▶ [Aim of the task]
Lines in the listing below that include the word "fabs" need to be copied.

▶ [Records to use]
┄┄┄┄┄┄┄┄┄┄

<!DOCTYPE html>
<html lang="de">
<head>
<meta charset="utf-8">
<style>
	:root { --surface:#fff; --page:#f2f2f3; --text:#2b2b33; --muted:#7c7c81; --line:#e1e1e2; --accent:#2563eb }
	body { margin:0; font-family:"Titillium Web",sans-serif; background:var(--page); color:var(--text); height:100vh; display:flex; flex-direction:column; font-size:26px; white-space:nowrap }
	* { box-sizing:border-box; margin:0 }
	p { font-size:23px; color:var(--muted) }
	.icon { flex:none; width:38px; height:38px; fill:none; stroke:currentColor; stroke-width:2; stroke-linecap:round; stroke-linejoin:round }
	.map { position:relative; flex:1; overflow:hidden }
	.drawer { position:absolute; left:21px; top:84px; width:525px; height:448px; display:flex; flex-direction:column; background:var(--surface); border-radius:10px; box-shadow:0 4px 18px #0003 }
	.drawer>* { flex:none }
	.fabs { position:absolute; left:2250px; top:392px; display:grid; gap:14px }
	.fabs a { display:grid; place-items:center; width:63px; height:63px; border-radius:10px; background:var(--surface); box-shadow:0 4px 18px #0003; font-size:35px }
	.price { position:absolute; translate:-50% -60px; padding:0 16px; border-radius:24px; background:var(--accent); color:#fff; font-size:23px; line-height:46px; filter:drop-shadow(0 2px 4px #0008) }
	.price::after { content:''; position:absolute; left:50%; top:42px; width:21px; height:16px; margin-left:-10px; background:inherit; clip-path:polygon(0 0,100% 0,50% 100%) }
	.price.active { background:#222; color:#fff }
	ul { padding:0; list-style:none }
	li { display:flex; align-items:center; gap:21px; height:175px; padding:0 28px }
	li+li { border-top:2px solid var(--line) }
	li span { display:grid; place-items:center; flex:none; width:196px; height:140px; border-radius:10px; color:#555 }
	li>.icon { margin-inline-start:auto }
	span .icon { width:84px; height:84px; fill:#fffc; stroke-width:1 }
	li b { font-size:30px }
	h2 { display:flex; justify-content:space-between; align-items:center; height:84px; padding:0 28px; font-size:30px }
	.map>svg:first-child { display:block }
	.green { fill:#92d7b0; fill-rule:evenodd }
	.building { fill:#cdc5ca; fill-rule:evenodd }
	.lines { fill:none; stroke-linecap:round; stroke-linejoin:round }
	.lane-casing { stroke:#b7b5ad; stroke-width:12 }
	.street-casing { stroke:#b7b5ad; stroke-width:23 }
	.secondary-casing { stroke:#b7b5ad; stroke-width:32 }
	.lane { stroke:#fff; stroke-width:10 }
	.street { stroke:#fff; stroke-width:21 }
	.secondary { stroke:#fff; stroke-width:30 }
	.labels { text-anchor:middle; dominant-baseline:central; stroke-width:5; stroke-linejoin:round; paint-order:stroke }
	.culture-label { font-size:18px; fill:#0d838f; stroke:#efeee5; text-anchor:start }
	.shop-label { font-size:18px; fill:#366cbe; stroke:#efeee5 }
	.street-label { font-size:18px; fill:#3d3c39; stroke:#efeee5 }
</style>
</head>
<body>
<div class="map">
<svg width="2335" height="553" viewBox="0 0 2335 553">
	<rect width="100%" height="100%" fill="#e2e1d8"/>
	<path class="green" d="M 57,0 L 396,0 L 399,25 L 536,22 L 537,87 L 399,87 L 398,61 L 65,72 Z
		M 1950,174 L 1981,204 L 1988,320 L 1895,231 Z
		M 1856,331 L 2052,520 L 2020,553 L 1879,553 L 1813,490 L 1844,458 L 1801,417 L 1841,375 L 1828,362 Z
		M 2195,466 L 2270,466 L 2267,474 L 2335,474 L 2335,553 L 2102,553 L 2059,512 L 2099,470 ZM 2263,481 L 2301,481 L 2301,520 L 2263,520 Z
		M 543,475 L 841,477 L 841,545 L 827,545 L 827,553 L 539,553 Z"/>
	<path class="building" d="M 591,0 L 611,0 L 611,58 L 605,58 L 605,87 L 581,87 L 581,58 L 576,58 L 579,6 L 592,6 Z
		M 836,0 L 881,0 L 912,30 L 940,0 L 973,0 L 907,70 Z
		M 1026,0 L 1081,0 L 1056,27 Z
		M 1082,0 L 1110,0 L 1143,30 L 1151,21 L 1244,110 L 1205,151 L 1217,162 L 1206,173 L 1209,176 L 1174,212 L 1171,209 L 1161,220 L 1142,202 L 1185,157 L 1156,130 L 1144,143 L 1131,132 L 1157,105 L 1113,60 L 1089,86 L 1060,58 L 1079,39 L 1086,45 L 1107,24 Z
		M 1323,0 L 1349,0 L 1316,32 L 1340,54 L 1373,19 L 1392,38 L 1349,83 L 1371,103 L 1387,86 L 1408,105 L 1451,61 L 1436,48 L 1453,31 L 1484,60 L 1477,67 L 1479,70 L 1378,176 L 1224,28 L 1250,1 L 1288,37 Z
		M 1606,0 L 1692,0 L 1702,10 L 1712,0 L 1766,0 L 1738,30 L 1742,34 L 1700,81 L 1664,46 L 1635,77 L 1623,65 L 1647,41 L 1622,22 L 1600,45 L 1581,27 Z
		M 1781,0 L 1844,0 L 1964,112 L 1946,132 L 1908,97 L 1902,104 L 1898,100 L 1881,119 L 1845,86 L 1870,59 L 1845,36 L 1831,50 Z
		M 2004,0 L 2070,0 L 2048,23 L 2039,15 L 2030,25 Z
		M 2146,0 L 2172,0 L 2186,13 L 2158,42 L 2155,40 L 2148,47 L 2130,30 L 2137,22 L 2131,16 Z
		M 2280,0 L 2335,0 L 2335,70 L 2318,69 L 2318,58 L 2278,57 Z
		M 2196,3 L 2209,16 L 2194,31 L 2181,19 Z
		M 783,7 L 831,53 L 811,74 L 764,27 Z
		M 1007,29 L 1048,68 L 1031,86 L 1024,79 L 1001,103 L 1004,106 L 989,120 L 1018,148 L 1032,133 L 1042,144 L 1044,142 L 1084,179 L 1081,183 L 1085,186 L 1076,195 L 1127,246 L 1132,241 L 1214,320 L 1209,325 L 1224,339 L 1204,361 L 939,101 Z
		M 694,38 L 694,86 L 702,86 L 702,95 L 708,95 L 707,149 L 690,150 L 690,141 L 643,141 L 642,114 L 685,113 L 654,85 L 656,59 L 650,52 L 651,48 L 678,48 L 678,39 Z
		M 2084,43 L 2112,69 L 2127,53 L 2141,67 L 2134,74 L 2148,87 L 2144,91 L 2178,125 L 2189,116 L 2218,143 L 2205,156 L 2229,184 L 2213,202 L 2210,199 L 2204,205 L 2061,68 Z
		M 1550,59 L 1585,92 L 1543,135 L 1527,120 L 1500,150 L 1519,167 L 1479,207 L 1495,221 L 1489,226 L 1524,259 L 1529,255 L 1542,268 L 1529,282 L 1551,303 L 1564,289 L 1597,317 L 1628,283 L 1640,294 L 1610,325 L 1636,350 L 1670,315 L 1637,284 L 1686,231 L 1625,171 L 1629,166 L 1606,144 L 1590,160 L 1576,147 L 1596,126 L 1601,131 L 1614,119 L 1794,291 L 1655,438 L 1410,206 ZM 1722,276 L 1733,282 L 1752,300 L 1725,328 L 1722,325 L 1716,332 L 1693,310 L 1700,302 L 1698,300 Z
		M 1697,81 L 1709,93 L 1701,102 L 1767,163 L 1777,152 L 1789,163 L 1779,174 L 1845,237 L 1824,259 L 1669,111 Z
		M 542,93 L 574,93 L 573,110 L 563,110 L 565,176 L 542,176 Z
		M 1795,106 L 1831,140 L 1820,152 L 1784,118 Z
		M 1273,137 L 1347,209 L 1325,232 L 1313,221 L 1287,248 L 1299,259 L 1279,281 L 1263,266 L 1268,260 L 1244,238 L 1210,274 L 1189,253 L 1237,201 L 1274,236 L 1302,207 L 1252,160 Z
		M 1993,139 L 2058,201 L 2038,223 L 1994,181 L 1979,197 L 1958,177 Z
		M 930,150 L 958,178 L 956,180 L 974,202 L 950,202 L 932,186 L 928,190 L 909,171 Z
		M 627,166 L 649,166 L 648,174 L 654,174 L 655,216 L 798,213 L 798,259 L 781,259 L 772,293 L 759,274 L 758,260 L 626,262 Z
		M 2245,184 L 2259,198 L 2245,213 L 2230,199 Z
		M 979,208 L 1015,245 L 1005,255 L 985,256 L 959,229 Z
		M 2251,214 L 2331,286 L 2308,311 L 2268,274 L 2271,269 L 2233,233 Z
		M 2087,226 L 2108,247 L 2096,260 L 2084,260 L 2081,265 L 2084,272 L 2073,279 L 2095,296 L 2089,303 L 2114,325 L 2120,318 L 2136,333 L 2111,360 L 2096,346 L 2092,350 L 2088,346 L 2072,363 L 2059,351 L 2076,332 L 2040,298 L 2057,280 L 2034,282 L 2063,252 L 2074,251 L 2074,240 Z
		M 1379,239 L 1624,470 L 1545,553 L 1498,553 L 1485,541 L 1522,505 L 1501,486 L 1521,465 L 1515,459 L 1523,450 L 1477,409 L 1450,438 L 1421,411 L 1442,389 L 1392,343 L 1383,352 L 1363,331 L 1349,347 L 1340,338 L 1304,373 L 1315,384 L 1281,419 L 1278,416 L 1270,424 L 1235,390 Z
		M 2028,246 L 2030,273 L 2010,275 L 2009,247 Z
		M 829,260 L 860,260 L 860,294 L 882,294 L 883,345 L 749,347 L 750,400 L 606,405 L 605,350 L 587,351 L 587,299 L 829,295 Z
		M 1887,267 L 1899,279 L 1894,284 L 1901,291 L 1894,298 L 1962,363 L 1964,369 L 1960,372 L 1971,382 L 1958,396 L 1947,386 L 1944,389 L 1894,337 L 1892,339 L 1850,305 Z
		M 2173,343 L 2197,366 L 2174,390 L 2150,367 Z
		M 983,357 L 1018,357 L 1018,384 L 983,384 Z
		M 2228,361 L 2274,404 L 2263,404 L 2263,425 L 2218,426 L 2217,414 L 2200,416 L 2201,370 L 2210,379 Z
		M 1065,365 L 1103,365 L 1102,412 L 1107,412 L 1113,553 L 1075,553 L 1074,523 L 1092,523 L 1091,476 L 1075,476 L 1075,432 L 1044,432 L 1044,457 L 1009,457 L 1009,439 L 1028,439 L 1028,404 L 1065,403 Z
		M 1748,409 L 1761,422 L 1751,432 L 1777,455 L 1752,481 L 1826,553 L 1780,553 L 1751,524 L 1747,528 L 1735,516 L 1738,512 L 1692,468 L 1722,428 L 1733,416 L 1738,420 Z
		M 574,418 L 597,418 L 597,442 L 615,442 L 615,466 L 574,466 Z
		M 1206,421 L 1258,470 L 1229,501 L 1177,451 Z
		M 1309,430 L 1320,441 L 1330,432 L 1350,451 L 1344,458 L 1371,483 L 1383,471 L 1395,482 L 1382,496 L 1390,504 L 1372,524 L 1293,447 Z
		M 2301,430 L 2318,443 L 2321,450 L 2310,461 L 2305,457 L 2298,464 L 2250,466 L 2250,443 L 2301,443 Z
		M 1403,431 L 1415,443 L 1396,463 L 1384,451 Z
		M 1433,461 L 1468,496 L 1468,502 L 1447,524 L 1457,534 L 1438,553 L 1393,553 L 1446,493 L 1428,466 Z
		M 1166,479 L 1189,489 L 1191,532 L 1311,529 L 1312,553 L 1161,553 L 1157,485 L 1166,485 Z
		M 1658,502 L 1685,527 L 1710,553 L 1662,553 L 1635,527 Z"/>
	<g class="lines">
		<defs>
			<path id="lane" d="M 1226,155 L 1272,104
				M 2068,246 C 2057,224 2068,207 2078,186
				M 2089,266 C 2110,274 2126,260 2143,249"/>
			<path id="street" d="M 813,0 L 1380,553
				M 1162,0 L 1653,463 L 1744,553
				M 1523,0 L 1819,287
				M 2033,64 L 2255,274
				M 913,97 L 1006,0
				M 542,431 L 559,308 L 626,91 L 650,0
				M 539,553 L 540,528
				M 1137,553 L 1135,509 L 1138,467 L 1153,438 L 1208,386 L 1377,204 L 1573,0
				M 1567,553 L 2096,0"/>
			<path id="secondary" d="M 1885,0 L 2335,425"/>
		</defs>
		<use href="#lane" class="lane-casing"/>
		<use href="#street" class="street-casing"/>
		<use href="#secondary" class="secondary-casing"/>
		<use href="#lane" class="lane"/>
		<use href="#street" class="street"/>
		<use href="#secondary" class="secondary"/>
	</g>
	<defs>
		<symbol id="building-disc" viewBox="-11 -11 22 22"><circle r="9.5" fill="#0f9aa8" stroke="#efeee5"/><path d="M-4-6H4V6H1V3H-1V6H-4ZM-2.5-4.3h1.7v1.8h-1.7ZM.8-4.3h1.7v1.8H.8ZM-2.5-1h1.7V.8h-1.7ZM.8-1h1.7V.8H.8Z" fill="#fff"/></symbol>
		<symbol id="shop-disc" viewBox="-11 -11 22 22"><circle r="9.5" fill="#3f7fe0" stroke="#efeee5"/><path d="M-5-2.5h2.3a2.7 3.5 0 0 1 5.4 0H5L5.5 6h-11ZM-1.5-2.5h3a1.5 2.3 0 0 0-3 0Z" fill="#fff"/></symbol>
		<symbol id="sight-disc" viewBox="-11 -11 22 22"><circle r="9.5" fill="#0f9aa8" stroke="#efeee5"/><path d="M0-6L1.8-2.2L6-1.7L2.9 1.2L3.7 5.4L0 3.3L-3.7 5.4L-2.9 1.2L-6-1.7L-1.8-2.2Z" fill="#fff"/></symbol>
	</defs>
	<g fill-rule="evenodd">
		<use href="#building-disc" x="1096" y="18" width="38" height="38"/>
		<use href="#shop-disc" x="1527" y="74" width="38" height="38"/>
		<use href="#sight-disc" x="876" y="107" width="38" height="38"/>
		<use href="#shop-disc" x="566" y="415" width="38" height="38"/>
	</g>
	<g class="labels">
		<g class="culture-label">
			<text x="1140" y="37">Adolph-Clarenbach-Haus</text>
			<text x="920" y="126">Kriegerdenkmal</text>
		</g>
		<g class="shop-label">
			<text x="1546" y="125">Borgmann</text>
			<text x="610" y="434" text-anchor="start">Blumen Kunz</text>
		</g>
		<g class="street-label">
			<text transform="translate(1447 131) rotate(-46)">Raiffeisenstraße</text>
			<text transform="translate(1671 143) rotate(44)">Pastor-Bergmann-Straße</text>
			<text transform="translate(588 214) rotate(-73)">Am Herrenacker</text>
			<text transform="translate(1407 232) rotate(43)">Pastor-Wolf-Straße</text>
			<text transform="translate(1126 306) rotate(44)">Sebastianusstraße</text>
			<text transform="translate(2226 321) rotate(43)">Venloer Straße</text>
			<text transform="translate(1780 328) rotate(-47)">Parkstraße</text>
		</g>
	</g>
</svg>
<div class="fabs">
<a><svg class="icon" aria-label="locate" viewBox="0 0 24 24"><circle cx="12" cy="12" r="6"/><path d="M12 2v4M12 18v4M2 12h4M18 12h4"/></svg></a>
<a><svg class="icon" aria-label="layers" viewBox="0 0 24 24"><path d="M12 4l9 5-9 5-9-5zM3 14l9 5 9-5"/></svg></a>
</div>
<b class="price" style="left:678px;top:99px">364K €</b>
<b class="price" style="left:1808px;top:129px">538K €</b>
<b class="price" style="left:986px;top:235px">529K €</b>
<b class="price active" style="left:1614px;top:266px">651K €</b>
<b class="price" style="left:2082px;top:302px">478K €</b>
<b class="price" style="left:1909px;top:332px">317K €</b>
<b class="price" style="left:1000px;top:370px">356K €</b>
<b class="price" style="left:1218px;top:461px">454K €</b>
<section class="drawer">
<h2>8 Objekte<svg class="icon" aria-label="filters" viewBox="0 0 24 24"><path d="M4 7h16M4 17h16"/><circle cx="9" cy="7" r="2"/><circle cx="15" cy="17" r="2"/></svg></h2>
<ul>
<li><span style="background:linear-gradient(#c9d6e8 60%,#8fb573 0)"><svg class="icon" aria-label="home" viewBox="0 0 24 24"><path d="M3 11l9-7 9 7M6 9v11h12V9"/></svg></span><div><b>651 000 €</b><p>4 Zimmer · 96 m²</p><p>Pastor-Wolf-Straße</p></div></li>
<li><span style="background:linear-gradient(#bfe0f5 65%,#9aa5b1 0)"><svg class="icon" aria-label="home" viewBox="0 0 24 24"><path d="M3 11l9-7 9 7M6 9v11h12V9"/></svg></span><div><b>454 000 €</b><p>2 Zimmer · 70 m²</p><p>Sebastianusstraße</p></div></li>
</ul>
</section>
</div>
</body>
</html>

┄┄┄┄┄┄┄┄┄┄

▶ [Reply]
	.fabs { position:absolute; left:2250px; top:392px; display:grid; gap:14px }
	.fabs a { display:grid; place-items:center; width:63px; height:63px; border-radius:10px; background:var(--surface); box-shadow:0 4px 18px #0003; font-size:35px }
<div class="fabs">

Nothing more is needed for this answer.